• _WORK REQUIRED_
Only the lines that contain the string "edges" belong in the answer; pull them from the records.

[Saved entries]
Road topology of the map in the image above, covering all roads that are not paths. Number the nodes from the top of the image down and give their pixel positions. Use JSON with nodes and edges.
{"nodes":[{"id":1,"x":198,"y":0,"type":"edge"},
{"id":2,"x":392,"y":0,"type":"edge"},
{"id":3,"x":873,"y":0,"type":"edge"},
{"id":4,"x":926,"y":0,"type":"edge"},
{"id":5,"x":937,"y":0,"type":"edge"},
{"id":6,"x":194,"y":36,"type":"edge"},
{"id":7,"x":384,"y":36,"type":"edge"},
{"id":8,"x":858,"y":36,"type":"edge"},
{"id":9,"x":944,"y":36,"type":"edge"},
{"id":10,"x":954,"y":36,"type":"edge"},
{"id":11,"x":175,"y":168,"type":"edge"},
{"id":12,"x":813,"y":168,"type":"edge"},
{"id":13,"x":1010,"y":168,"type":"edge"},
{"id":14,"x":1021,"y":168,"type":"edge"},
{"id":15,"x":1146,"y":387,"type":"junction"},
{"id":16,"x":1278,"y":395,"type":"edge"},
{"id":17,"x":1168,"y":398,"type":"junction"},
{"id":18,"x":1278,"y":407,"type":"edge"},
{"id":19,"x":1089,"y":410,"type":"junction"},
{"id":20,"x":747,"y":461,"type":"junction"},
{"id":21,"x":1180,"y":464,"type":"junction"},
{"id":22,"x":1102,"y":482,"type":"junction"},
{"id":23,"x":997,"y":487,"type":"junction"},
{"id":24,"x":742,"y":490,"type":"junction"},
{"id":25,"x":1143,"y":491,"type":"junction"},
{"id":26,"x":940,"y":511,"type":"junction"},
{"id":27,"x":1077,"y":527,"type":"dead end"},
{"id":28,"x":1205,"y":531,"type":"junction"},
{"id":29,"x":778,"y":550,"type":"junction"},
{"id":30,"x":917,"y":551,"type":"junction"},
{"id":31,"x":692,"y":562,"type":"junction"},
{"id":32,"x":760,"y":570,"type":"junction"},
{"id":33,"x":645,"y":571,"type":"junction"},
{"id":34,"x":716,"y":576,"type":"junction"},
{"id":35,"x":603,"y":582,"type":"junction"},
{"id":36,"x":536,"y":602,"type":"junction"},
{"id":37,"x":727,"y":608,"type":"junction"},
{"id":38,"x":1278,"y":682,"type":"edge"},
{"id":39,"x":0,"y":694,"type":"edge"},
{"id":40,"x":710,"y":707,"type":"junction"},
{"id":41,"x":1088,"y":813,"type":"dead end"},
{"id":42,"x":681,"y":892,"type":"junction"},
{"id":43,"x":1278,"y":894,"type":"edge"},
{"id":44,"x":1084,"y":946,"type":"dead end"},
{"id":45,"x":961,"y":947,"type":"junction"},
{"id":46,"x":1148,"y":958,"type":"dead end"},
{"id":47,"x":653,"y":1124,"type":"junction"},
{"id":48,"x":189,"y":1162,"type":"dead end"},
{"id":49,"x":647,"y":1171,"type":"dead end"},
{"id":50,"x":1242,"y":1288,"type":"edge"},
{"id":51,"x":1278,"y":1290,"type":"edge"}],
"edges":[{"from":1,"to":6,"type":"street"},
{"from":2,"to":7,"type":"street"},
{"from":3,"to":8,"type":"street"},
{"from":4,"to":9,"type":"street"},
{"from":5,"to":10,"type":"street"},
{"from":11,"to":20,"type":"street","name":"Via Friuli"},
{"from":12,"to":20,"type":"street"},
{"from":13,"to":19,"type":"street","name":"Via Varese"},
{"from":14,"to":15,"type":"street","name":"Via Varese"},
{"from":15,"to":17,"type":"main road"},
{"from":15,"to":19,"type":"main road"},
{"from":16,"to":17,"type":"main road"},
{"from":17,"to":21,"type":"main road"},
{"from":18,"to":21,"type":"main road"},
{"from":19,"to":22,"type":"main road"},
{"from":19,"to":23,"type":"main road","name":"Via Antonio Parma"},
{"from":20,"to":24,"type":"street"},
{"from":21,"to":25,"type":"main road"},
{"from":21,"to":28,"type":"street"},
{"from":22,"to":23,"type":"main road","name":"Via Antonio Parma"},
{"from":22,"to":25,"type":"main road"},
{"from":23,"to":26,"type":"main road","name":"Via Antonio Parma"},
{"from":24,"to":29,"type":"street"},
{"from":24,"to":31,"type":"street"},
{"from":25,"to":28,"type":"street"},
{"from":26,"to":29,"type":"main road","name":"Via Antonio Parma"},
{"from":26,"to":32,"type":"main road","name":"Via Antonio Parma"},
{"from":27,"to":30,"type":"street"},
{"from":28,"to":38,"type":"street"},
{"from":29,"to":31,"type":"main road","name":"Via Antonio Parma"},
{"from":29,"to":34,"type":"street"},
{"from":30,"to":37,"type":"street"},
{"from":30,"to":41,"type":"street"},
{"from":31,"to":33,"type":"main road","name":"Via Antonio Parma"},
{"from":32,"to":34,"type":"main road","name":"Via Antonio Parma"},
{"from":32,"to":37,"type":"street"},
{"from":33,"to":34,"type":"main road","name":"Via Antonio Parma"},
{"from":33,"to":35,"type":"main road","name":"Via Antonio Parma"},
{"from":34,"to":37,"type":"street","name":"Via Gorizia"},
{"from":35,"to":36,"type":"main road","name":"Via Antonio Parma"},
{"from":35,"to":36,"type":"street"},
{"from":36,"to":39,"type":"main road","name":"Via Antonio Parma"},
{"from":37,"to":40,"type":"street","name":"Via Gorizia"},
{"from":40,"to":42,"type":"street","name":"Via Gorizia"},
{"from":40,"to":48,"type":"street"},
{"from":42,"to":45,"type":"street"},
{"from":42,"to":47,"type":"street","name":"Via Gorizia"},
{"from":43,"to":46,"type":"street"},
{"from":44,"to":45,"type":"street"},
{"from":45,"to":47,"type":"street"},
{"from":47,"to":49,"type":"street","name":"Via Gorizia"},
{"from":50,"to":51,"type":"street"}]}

• _ANSWER BOX_
Road topology of the map in the image above, covering all roads that are not paths. Number the nodes from the top of the image down and give their pixel positions. Use JSON with nodes and edges.
"edges":[{"from":1,"to":6,"type":"street"},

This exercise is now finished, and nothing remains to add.